GERMAN CATHOLIC FEMINISTS IMITATE LUTHER’S ‘95 THESES’ ACT
A Catholic reform initiative in Germany dubbed Maria 2.0 took inspiration from Martin Luther on Sunday, February 21, 2021, and nailed its own version of the “95 theses” to the doors of various churches in Munich, Wuerzburg, Augsburg, Cologne, Mainz and Freiburg.
"In our church, all people have access to all offices," read one thesis, Deutsche Presse-Agentur (dpa) reported.
The feminist campaign is pushing for equal treatment of men and women in the church. The initiative also protests against sexual abuse and abuse of power, while calling for an end to mandatory celibacy and for a more open approach to sexual morals.
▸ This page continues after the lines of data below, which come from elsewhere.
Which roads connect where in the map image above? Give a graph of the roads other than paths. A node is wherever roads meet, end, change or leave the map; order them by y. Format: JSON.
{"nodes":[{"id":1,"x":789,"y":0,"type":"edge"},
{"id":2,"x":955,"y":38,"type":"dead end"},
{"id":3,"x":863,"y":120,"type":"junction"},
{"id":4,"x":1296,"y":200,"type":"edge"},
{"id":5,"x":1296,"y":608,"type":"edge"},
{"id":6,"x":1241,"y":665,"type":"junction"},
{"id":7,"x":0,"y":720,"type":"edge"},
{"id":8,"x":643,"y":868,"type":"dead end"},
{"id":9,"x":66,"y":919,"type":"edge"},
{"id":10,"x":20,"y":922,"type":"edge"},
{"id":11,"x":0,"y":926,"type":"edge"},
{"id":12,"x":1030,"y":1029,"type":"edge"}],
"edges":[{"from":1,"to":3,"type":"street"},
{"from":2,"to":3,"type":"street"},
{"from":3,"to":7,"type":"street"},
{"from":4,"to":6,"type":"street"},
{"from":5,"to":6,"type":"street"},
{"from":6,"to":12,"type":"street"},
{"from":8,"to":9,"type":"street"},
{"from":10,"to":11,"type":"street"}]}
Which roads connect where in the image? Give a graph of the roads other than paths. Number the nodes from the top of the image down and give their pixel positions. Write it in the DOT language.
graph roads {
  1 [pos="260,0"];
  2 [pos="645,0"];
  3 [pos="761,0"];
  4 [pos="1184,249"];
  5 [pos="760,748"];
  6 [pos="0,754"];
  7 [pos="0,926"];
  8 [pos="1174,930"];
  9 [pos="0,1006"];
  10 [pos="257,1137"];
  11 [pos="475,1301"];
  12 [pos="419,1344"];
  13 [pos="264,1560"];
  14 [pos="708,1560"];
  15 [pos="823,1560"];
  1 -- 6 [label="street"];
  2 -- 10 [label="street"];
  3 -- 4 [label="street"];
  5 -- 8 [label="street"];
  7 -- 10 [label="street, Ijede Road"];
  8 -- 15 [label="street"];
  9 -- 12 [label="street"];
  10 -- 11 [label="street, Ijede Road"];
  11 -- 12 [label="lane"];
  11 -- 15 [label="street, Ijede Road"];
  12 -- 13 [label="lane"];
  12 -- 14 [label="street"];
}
In 1517, Martin Luther's 95 theses forced the Reformation and led to the division of the church into Catholic and Protestant.
"The thing with the church splitting is always a specter cast by critics when dealing with us," Lisa Koetter, co-founder of Maria 2.0, said ahead of the stunt.
She argued that Luther did not in fact divide the church, claiming "you can't split elastic things." Matthias Kopp, spokesman for the German Bishops' Conference, expressed his understanding for the unease felt by many believers.
"We know for that reason that there is a need for negotiations," Kopp said, pointing to the "Synodal Path," a reform process launched by Germany's top Catholic assembly.